- WHAT YOU HAVE TO DO: Which lines mention "Habib"? Show each one from the listing.

⟨

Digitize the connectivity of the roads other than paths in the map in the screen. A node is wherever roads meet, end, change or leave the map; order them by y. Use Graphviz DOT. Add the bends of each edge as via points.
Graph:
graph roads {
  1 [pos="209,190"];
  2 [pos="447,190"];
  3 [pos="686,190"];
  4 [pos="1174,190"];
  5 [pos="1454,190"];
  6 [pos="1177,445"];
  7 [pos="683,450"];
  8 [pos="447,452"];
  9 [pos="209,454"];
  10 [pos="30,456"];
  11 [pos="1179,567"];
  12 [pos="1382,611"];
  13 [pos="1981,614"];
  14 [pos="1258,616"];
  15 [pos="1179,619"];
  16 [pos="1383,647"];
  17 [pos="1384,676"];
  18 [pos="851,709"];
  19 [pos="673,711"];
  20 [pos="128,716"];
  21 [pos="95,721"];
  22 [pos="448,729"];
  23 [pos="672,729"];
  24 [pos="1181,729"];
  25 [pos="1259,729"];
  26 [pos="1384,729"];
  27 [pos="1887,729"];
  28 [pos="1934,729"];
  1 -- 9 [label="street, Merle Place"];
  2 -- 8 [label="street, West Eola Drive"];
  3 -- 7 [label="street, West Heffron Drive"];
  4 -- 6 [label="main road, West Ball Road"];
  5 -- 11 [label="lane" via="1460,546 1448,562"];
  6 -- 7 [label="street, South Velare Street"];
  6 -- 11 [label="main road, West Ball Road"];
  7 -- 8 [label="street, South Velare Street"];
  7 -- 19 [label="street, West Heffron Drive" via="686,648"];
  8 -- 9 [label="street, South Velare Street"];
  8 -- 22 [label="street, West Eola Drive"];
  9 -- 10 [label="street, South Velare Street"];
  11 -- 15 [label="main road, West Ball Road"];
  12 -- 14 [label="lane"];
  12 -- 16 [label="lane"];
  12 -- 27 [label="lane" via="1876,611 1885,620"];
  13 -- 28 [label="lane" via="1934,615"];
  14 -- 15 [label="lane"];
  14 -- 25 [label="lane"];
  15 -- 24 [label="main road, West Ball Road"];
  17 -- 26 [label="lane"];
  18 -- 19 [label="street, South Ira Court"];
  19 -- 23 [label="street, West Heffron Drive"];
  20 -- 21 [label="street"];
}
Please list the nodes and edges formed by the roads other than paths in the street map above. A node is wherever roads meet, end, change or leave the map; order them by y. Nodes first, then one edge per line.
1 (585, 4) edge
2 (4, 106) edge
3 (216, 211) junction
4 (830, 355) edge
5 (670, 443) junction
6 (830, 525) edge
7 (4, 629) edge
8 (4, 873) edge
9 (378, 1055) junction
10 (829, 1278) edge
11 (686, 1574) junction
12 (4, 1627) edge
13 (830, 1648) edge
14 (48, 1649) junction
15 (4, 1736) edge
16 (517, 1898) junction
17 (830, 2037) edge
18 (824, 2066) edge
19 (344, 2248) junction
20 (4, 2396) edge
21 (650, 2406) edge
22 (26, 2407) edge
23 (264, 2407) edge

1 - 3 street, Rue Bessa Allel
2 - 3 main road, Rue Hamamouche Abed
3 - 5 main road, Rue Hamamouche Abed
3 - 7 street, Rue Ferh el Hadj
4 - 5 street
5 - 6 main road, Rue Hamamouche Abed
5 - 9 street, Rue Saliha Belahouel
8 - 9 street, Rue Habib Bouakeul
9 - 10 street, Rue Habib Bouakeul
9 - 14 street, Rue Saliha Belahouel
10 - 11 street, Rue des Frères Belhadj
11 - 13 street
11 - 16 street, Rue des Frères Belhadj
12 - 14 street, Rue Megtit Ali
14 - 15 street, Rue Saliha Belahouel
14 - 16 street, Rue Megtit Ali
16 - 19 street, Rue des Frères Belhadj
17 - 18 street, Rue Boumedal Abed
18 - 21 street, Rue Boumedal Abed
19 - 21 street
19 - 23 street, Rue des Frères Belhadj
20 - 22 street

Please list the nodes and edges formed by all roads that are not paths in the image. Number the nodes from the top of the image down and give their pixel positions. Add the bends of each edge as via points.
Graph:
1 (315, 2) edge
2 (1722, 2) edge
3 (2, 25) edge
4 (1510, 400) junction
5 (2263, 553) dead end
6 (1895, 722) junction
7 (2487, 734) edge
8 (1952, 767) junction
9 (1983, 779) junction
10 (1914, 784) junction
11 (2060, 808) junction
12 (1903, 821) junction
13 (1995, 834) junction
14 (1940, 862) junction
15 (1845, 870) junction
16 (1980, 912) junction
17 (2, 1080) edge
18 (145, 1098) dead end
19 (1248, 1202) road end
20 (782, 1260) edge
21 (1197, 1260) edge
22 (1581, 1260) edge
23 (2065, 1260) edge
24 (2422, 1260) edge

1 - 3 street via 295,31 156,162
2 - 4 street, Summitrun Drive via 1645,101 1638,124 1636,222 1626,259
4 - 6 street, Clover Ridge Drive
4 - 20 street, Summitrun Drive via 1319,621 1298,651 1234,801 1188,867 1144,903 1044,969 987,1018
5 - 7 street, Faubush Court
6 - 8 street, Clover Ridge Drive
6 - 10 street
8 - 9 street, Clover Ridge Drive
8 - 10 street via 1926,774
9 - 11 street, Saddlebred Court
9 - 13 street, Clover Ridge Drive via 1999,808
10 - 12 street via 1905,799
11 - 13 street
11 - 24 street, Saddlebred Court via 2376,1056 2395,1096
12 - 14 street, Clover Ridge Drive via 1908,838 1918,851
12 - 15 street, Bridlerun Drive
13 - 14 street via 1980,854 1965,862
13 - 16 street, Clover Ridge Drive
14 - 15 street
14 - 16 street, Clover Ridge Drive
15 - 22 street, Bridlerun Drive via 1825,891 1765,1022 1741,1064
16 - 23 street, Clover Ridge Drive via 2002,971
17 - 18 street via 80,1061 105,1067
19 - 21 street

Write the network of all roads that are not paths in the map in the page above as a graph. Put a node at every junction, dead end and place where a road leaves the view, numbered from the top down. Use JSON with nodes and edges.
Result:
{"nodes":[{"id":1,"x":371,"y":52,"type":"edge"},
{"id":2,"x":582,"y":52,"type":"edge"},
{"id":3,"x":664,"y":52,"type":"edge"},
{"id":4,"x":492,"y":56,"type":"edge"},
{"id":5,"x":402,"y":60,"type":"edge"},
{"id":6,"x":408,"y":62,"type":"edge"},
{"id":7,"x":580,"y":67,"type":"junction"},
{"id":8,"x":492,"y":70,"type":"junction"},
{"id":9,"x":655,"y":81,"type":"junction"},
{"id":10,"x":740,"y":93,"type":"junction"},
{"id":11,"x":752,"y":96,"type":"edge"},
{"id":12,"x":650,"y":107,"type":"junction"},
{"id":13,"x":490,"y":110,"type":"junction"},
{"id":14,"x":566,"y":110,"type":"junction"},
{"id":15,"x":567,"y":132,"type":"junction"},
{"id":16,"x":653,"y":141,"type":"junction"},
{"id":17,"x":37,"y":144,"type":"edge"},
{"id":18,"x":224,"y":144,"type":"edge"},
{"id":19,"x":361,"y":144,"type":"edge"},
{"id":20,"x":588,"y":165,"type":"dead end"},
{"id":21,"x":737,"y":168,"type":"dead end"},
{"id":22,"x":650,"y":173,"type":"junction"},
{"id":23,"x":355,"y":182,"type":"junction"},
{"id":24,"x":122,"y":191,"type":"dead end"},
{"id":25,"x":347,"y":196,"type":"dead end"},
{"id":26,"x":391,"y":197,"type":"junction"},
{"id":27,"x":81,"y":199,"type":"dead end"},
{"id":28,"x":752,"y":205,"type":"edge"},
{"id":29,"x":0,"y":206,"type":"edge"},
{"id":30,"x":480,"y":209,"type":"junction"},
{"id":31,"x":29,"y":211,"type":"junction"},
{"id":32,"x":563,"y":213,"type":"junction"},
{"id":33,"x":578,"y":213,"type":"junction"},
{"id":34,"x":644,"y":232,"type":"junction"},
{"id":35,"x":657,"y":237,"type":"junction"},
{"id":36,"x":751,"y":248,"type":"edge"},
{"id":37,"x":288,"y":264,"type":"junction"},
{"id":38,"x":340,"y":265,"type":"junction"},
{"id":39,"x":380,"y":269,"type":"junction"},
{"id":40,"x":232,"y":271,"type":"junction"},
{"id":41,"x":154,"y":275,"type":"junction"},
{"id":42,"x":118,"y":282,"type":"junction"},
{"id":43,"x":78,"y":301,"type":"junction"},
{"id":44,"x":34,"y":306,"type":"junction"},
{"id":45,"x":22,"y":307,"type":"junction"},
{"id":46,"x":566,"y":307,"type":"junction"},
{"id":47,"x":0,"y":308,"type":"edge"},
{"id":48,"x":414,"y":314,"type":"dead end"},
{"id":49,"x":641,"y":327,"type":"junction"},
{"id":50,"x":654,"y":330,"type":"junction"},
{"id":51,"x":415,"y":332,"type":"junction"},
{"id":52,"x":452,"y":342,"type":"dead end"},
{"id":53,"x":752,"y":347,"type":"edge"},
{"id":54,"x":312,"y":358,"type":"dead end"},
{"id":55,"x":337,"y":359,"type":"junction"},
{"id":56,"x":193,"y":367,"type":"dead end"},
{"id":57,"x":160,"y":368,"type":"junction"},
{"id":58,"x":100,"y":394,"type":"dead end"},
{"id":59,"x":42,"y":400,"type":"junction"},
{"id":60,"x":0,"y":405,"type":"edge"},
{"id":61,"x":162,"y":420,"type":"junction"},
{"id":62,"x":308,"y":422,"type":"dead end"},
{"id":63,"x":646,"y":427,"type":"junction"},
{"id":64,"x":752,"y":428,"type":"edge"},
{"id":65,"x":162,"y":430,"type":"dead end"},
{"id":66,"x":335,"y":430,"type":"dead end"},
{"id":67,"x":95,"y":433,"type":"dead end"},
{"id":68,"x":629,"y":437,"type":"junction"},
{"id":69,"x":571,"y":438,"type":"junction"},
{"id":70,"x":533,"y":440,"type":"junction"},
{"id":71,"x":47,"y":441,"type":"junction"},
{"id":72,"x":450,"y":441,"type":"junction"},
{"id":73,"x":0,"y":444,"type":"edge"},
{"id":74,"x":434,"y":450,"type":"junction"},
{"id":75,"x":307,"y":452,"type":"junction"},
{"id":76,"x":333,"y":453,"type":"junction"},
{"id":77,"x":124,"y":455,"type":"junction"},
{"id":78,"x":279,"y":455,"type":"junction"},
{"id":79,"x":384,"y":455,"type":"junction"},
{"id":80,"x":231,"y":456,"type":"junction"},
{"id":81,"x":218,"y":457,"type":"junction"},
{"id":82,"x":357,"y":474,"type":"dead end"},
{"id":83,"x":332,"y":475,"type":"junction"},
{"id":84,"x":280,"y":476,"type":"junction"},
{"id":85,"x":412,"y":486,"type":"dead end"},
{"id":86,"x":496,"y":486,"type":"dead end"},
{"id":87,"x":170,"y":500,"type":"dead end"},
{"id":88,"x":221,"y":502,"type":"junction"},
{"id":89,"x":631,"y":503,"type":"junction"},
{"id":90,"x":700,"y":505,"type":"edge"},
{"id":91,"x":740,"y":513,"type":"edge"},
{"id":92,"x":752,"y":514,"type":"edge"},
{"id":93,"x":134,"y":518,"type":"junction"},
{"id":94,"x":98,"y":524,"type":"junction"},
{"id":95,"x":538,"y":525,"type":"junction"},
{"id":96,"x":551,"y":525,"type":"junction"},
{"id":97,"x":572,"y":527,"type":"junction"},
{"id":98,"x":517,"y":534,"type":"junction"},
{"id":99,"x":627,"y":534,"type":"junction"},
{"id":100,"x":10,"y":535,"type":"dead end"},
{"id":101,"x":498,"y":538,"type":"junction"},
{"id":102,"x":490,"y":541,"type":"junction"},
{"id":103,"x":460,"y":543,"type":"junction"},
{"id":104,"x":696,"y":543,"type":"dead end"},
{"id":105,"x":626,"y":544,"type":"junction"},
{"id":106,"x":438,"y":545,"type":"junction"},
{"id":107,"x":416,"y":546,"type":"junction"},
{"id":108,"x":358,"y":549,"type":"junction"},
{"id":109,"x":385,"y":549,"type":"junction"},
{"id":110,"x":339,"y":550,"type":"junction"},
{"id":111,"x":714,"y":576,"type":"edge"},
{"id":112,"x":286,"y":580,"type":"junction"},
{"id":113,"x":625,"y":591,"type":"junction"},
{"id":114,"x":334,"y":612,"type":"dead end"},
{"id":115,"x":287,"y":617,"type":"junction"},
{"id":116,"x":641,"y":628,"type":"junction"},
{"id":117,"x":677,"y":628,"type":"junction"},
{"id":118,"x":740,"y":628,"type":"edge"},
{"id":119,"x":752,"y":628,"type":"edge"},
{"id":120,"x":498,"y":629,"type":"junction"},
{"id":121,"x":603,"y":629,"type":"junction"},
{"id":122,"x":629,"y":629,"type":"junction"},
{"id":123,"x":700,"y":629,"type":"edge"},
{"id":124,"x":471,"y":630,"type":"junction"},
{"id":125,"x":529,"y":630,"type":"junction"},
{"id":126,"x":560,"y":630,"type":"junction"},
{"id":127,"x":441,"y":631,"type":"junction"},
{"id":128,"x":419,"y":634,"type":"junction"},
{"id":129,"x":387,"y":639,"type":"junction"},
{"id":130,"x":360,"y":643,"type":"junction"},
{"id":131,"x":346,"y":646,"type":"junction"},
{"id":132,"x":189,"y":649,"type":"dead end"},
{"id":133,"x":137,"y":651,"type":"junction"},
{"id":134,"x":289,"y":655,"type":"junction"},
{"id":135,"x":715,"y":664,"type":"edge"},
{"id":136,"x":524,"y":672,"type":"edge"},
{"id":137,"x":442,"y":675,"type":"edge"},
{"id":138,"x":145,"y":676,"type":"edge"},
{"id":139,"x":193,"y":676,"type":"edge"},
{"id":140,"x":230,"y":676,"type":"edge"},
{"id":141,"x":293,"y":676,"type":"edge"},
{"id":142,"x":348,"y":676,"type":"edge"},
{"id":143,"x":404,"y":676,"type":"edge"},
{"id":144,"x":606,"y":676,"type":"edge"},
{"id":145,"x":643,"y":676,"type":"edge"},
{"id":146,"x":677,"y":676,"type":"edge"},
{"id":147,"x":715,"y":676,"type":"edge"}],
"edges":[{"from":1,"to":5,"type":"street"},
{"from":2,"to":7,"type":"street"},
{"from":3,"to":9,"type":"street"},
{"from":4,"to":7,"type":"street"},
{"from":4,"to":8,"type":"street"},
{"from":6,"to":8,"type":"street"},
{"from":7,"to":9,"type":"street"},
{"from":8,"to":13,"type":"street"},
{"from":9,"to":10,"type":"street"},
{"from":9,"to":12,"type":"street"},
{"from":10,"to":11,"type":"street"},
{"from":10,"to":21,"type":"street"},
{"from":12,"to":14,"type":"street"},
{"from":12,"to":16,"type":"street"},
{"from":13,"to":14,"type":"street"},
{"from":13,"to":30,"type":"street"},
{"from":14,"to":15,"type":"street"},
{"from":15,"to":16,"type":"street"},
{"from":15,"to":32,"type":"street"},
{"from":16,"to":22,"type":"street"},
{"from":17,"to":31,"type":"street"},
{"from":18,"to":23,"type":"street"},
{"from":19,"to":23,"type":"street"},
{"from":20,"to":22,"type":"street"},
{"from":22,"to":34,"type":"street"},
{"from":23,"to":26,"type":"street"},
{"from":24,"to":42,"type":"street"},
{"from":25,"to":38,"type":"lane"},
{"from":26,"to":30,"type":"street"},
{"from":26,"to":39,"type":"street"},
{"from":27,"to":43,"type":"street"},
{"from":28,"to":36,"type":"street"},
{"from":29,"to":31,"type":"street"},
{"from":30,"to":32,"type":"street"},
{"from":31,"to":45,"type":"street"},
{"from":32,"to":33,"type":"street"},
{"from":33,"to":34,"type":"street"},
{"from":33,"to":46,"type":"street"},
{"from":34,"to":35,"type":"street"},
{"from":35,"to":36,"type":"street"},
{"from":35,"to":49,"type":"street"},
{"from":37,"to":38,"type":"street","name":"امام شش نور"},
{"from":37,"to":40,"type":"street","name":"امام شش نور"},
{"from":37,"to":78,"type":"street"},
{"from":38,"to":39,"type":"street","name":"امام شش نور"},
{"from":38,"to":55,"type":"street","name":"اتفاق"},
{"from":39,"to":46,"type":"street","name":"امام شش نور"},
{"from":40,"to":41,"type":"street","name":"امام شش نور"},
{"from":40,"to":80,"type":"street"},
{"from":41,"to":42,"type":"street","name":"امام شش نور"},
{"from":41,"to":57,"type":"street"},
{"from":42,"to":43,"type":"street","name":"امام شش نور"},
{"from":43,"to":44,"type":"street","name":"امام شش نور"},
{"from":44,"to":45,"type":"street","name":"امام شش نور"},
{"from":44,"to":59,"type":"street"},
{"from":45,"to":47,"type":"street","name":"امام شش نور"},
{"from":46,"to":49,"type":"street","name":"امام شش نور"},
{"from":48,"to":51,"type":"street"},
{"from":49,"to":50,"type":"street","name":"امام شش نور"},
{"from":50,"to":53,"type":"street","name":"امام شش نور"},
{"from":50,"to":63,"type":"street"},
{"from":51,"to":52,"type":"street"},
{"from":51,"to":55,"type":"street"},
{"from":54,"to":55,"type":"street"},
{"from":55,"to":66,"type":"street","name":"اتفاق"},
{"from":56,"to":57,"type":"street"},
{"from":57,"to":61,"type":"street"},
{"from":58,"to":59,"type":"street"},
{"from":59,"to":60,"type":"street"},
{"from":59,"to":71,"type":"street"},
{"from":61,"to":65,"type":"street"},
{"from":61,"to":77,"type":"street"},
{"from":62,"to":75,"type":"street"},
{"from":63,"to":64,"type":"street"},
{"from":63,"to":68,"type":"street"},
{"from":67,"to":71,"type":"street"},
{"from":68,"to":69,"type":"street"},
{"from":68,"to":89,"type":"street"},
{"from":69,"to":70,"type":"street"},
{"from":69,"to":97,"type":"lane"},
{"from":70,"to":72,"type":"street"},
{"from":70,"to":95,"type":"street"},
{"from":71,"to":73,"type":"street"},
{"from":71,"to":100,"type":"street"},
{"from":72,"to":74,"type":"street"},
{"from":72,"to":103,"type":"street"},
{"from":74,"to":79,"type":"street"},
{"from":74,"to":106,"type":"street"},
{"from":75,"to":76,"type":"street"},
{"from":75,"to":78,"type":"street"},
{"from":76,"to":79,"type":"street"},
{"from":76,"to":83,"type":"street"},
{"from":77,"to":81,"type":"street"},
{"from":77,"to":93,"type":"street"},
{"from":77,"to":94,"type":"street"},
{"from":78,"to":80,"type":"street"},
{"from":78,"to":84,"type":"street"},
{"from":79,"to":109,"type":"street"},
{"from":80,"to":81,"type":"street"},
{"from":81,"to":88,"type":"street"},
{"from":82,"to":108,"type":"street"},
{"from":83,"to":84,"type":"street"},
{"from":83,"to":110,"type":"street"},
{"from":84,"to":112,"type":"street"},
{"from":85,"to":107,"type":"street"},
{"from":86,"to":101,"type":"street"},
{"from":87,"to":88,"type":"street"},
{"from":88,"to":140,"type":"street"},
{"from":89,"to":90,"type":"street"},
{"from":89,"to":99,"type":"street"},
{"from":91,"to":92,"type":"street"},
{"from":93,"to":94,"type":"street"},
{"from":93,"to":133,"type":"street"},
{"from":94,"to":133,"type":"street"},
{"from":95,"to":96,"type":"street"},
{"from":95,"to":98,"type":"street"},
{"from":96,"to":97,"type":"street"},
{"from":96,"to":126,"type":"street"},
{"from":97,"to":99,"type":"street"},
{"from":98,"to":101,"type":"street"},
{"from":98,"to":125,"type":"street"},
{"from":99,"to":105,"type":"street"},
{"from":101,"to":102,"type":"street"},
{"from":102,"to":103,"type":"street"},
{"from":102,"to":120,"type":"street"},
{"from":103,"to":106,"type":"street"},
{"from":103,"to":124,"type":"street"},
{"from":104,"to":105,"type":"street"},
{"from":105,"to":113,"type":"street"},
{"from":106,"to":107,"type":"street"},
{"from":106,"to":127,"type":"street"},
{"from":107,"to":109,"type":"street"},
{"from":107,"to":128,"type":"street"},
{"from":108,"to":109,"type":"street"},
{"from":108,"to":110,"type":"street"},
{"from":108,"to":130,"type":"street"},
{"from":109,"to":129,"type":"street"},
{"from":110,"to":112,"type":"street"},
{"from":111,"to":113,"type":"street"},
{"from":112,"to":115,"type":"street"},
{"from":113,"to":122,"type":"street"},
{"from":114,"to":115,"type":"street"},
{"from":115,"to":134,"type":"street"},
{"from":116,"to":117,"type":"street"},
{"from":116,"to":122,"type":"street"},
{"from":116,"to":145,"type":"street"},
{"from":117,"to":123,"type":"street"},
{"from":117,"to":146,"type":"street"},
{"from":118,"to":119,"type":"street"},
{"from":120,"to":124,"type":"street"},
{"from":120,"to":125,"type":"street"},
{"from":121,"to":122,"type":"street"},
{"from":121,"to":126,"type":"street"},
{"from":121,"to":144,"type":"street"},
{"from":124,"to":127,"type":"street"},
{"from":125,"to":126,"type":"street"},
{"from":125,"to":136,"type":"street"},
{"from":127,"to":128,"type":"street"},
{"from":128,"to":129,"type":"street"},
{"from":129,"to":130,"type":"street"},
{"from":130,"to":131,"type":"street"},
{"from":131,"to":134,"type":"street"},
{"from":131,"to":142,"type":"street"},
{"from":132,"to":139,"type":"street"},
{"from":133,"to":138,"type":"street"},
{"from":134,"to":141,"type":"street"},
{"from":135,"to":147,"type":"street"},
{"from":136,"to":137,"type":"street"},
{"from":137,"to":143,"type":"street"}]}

⟩

- RESULT FOR THIS TASK:
8 - 9 street, Rue Habib Bouakeul
9 - 10 street, Rue Habib Bouakeul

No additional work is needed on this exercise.